▶ **What the task asks**
Filter the material below so that only lines containing "若戸通り" remain.

BEGIN Material shown

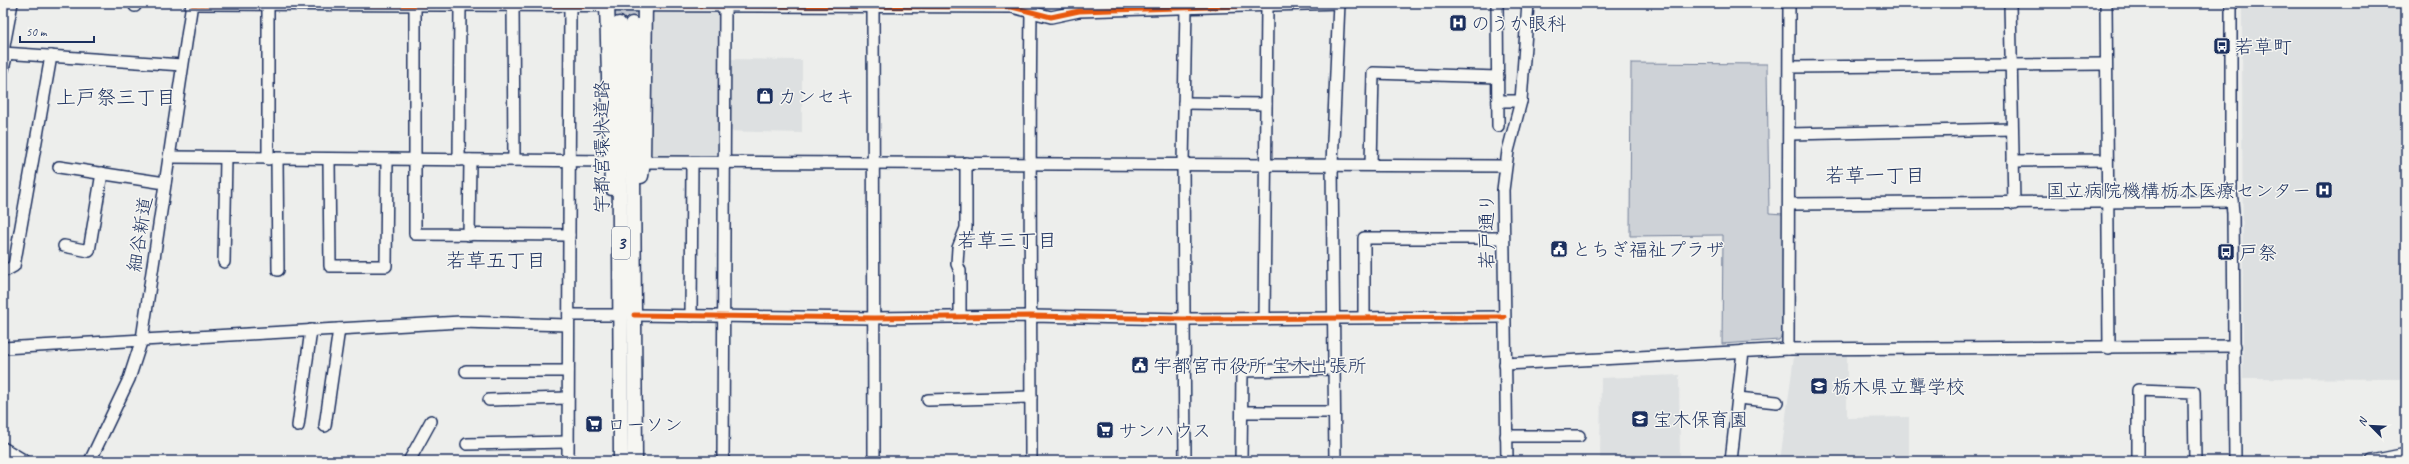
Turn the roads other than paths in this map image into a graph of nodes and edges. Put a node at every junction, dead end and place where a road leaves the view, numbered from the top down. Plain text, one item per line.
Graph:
1 (12, 3) edge
2 (192, 3) edge
3 (1340, 3) edge
4 (1497, 3) edge
5 (1528, 3) edge
6 (1789, 3) edge
7 (2010, 3) edge
8 (2106, 3) edge
9 (2231, 3) edge
10 (268, 4) junction
11 (415, 4) junction
12 (460, 4) junction
13 (513, 4) junction
14 (527, 4) edge
15 (570, 4) junction
16 (607, 4) edge
17 (645, 4) edge
18 (884, 4) edge
19 (725, 5) junction
20 (1267, 5) junction
21 (873, 6) junction
22 (1073, 8) edge
23 (1186, 8) junction
24 (1031, 12) junction
25 (4, 52) edge
26 (51, 56) junction
27 (2012, 64) junction
28 (2106, 64) junction
29 (182, 65) junction
30 (1790, 67) junction
31 (3, 69) edge
32 (1498, 76) junction
33 (1498, 101) junction
34 (1521, 101) junction
35 (1184, 104) junction
36 (1266, 104) junction
37 (1498, 126) dead end
38 (2012, 129) junction
39 (1790, 134) junction
40 (169, 157) junction
41 (226, 158) junction
42 (272, 159) junction
43 (329, 160) junction
44 (387, 160) junction
45 (414, 160) junction
46 (459, 160) junction
47 (470, 160) junction
48 (514, 160) junction
49 (569, 160) junction
50 (2107, 160) junction
51 (610, 161) junction
52 (2013, 161) junction
53 (643, 162) junction
54 (692, 163) junction
55 (726, 163) junction
56 (874, 163) junction
57 (966, 163) junction
58 (1029, 163) junction
59 (1183, 164) junction
60 (1266, 164) junction
61 (1332, 164) junction
62 (1371, 165) junction
63 (1505, 166) junction
64 (59, 167) dead end
65 (102, 173) junction
66 (165, 183) junction
67 (2232, 201) junction
68 (2108, 203) junction
69 (1790, 204) junction
70 (2014, 204) junction
71 (633, 207) junction
72 (621, 229) junction
73 (469, 234) junction
74 (569, 235) junction
75 (1503, 238) junction
76 (64, 246) dead end
77 (224, 262) dead end
78 (3, 270) edge
79 (278, 270) dead end
80 (627, 315) junction
81 (691, 316) junction
82 (722, 316) junction
83 (1032, 316) junction
84 (960, 317) junction
85 (1504, 317) junction
86 (874, 318) junction
87 (1183, 318) junction
88 (1264, 318) junction
89 (1333, 318) junction
90 (1364, 318) junction
91 (569, 320) junction
92 (339, 329) junction
93 (311, 330) junction
94 (142, 339) junction
95 (2235, 346) junction
96 (3, 348) edge
97 (2109, 348) junction
98 (1788, 349) junction
99 (1743, 351) junction
100 (1505, 364) junction
101 (1334, 369) junction
102 (466, 371) dead end
103 (568, 371) junction
104 (1031, 397) junction
105 (568, 398) junction
106 (1738, 398) junction
107 (489, 400) dead end
108 (928, 400) dead end
109 (1777, 402) dead end
110 (1242, 412) junction
111 (1334, 412) junction
112 (431, 421) dead end
113 (298, 426) dead end
114 (325, 426) dead end
115 (1506, 436) junction
116 (1579, 436) dead end
117 (568, 442) junction
118 (467, 444) dead end
119 (3, 448) edge
120 (2406, 454) edge
121 (25, 461) edge
122 (90, 461) edge
123 (409, 461) edge
124 (568, 461) edge
125 (621, 461) edge
126 (635, 461) edge
127 (723, 461) edge
128 (874, 461) edge
129 (1031, 461) edge
130 (1185, 461) edge
131 (1241, 461) edge
132 (1335, 461) edge
133 (1507, 461) edge
134 (1731, 461) edge
135 (2138, 461) edge
136 (2195, 461) edge
137 (2235, 461) edge
138 (2372, 461) edge

1 - 25 street
2 - 10 street
2 - 29 street, 細谷新道
3 - 20 street
3 - 61 street
4 - 32 street
5 - 34 street, 若戸通り
6 - 30 street
7 - 27 street
8 - 28 street
9 - 67 street
10 - 11 street
10 - 42 street
11 - 12 street
11 - 45 street
12 - 13 street
12 - 46 street
13 - 14 street
13 - 48 street
14 - 15 street
15 - 16 street
15 - 49 street
16 - 17 street
16 - 51 main road, 3
17 - 19 street
17 - 53 main road, 3
18 - 21 street
18 - 24 street
19 - 21 street
19 - 55 street
20 - 23 street
20 - 36 street
21 - 56 street
22 - 23 street
22 - 24 street
23 - 35 street
24 - 58 street
25 - 26 street
25 - 31 street
26 - 29 street
26 - 78 street
27 - 28 street
27 - 30 street
27 - 38 street
28 - 50 street
29 - 40 street, 細谷新道
30 - 39 street
32 - 33 street
32 - 62 street
33 - 34 street
33 - 37 street
34 - 63 street, 若戸通り
35 - 36 street
35 - 59 street
36 - 60 street
38 - 39 street
38 - 52 street
39 - 69 street
40 - 41 street
40 - 66 street, 細谷新道
41 - 42 street
41 - 77 street
42 - 43 street
42 - 79 street
43 - 44 street
43 - 44 street
44 - 45 street
45 - 46 street
45 - 73 street
46 - 47 street
47 - 48 street
47 - 73 street
48 - 49 street
49 - 51 street
49 - 74 street
50 - 52 street
50 - 68 street
51 - 72 main road, 3
52 - 70 street
53 - 54 street
53 - 71 main road, 3
54 - 55 street
54 - 81 street
55 - 56 street
55 - 82 street
56 - 57 street
56 - 86 street
57 - 58 street
57 - 84 street
58 - 59 street
58 - 83 street
59 - 60 street
59 - 87 street
60 - 61 street
60 - 88 street
61 - 62 street
61 - 89 street
62 - 63 street
63 - 75 street, 若戸通り
64 - 65 street
65 - 66 street
65 - 76 street
66 - 94 street, 細谷新道
67 - 68 street
67 - 95 street
68 - 70 street
68 - 97 street
69 - 70 street
69 - 98 street
71 - 72 main road, 宇都宮環状道路 / 3
71 - 80 main road, 宇都宮環状道路 / 3
72 - 80 main road, 宇都宮環状道路 / 3
73 - 74 street
74 - 91 street
75 - 85 street, 若戸通り
75 - 90 street
80 - 81 street
80 - 91 street
80 - 125 main road, 宇都宮環状道路 / 3
80 - 126 main road, 宇都宮環状道路 / 3
81 - 82 street
82 - 86 street
82 - 127 street
83 - 84 street
83 - 87 street
83 - 104 street
84 - 86 street
85 - 90 street
85 - 100 street, 若戸通り
86 - 128 street
87 - 88 street
87 - 130 street
88 - 89 street
89 - 90 street
89 - 101 street
91 - 92 street
91 - 103 street
92 - 93 street
92 - 114 street
93 - 94 street
93 - 113 street
94 - 96 street
94 - 122 street, 細谷新道
95 - 97 street
95 - 137 street
97 - 98 street
98 - 99 street
99 - 100 street
99 - 106 street
100 - 115 street, 若戸通り
101 - 110 street
101 - 111 street
102 - 103 street
103 - 105 street
104 - 108 street
104 - 129 street
105 - 107 street
105 - 117 street
106 - 109 street
106 - 134 street
110 - 111 street
110 - 131 street
111 - 132 street
112 - 123 street
115 - 116 street
115 - 133 street, 若戸通り
117 - 118 street
117 - 124 street
119 - 121 street
120 - 138 street
135 - 136 street

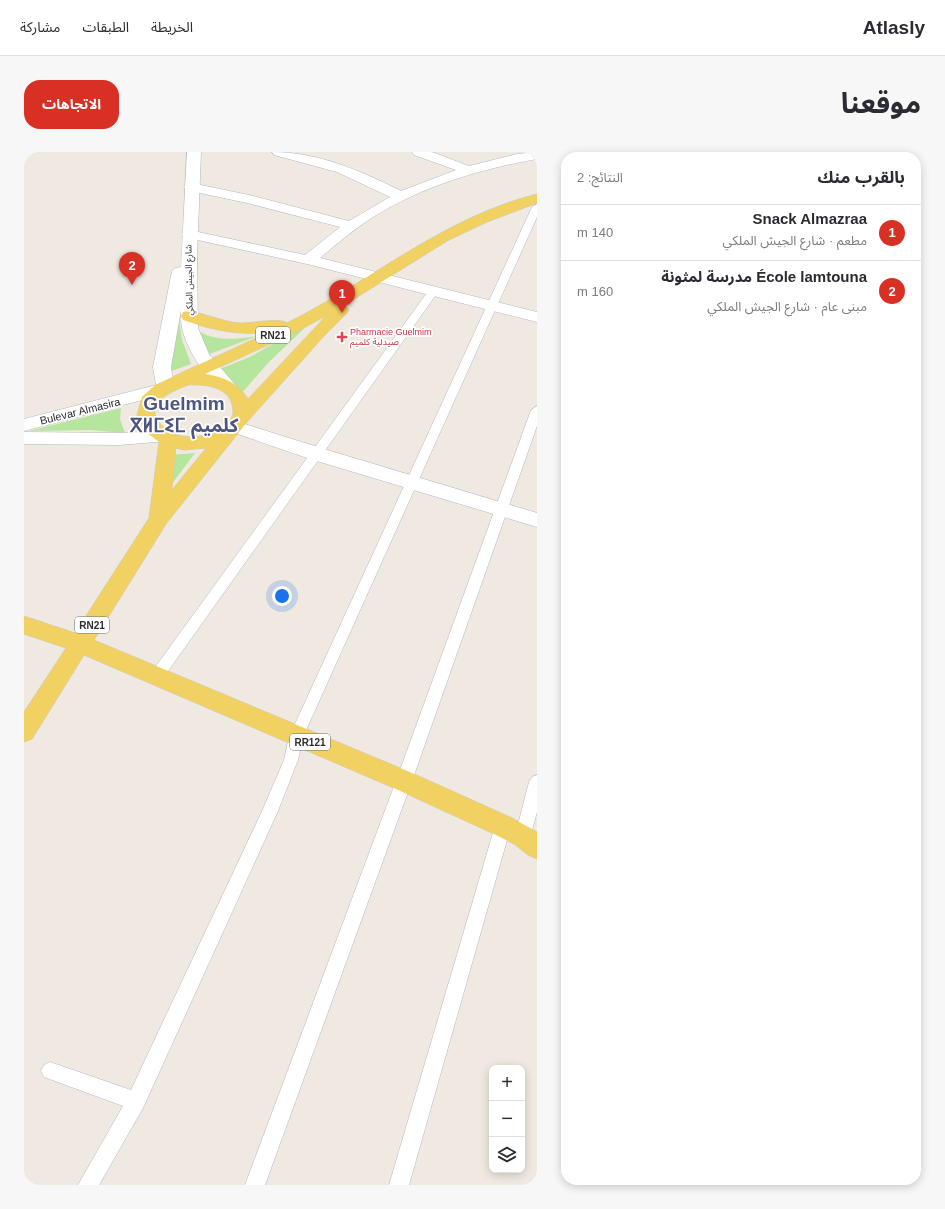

END Material shown

▶ **Response below**
5 - 34 street, 若戸通り
34 - 63 street, 若戸通り
63 - 75 street, 若戸通り
75 - 85 street, 若戸通り
85 - 100 street, 若戸通り
100 - 115 street, 若戸通り
115 - 133 street, 若戸通り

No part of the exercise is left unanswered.